Ministério Público Federal
A atuação do Ministério Público na cobrança de maior visibilidade para o povo romani, como no caso do IBGE, é um indício de omissões do Estado nesse trabalho. Essa é a avaliação do subprocurador-geral da República Luciano Mariz Maia, que, em sua época de procurador, foi um aliado na luta pelos direitos dessa população.
"Não havendo uma agência oficial, não havendo uma Funai [Fundação Nacional dos Povos Indígenas], uma Fundação Cultural Palmares para os ciganos, nós tivemos que construir informação antropológica sobre os grupos ciganos, informação sociológica também e um aprofundamento jurídico. Por isso, o MPF terminou se tornando, no Brasil, a instituição com o maior conjunto de informações antropológicas e jurídicas sobre os ciganos no país. De fato, foi uma mudança muito grande", ressalta.
Mariz Maia começou a atuar nesse âmbito em 1991, depois de ganhar visibilidade com um projeto em favor dos indígenas potiguara, que vivem no estado em que ele atuava, a Paraíba, e também no Ceará, em Pernambuco e no Rio Grande do Norte.
"Houve uma grande repercussão e isso fez com que o senador Antonio Mariz, que, há muitos anos, defendia os ciganos, identificasse a possibilidade de o Ministério Público cuidar também dos ciganos, enquanto minoria. A experiência com os indígenas vinha de muito tempo já, mas a experiência com os ciganos não existia", comenta Mariz Maia, que também leciona na Universidade Federal da Paraíba (UFPB) e foi recentemente eleito para integrar o Subcomitê de Prevenção à Tortura e outros Tratamentos ou Penas Cruéis, Desumanos ou Degradantes (SPT), da Organização das Nações Unidas (ONU).
"O senador disse assim: tem quem cuide de índio, tem quem cuide de negro, tem que cuide de homossexual, mas não tem quem cuide dos ciganos”, lembra o subprocurador-geral, que, então, perguntou o que teria de ser feito. “Ele disse: ‘vá você conhecer, que aí irá identificar’. Fui, conheci a comunidade dos ciganos em Sousa (PB), em agosto de 1991 e, desde então, temos caminhado juntos".
No sertão paraibano, a comunidade de Sousa, dos calon, é uma das maiores da América Latina e contou com o suporte do Ministério Público Federal (MPF) para a regularização fundiária. Em abril de 2021, o órgão ajuizou uma ação para que fosse declarada a usucapião coletiva de imóveis de quatro comunidades ciganas, em Sousa, distante 432 quilômetros da capital.

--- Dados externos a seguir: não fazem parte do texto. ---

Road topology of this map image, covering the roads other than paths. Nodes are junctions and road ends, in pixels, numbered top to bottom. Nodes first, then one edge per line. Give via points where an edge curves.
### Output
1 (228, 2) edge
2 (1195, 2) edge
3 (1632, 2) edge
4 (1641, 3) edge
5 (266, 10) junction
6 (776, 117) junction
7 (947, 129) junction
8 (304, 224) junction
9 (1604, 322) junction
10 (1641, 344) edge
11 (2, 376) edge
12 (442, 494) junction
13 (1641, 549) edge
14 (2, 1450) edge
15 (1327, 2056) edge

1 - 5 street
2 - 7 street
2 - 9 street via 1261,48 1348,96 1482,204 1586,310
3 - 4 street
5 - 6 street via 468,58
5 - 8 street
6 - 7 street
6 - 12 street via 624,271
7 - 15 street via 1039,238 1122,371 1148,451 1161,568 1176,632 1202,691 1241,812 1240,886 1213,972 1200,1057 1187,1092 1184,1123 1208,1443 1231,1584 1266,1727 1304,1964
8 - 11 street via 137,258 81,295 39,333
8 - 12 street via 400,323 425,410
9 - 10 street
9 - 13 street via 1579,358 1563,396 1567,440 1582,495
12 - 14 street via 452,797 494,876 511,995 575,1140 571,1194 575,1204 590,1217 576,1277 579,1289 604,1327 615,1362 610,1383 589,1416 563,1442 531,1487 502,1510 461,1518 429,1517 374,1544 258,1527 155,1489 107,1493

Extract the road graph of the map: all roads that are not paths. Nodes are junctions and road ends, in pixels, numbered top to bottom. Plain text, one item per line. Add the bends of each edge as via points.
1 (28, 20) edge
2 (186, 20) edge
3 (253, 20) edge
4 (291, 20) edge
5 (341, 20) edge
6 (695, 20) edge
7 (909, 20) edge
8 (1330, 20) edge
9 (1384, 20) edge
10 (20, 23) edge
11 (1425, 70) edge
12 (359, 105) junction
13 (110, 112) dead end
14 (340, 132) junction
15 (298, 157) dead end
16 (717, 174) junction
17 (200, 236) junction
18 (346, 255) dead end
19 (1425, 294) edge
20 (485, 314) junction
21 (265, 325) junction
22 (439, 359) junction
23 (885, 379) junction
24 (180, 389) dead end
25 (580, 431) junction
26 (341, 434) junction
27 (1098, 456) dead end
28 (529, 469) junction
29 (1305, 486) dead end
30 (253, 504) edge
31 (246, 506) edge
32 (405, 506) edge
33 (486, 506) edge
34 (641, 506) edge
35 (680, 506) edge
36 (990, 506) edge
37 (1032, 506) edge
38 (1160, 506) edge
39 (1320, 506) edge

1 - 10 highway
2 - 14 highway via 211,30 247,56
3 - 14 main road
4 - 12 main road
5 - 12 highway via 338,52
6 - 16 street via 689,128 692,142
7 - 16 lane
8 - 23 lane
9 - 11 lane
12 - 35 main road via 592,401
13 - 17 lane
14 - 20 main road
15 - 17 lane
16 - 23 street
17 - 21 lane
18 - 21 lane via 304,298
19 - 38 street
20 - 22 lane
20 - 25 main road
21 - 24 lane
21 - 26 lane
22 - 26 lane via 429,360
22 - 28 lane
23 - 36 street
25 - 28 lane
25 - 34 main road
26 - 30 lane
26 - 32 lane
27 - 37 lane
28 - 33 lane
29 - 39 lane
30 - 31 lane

De acordo com o MPF, 522 famílias ciganas tinham fixado residência lá, há 40 anos, "por questões de sobrevivência". Eram, ao todo, 1.845 pessoas, a maior comunidade cigana geograficamente fixada do Nordeste brasileiro, e a área que pleiteavam tinha 171.319,08 m² e fazia parte de um território maior reivindicado.
Ter desempenhado função semelhante em prol dos indígenas potiguaras e, seguidamente, dos ciganos demonstrou a Mariz Maia que os dois enfrentam dificuldades diferentes apesar de algumas semelhanças, pois cada minoria étnica tem suas particularidades.
"Enquanto indígenas e quilombolas são vinculados à terra, e a terra recebe deles a identidade e também dá a eles a identidade, os ciganos são grupos étnicos que constroem suas fronteiras identitárias por outras razões. Pelo modo de se expressar, eles têm sua língua própria, pelo modo de construir seus hábitos e se organizarem coletivamente, de manterem, de maneira geral e muito intensa, os casamentos dentro da comunidade", explica.
Ao comparar os contextos, o docente paraibano qualifica como "muito mais judicializada" a atuação do MPF no caso dos ciganos. "Nossa atuação acaba sendo de articulação, de coordenação, de um empoderamento das lideranças locais, fazendo com que possamos mediar contatos com prefeituras, secretarias de estado, lideranças governamentais dos vários níveis, para que os ciganos possam localizar suas demandas. Nós damos o respaldo para apresentar a base jurídica dessas demandas e poderem se converter em políticas públicas", detalha Mariz Maia.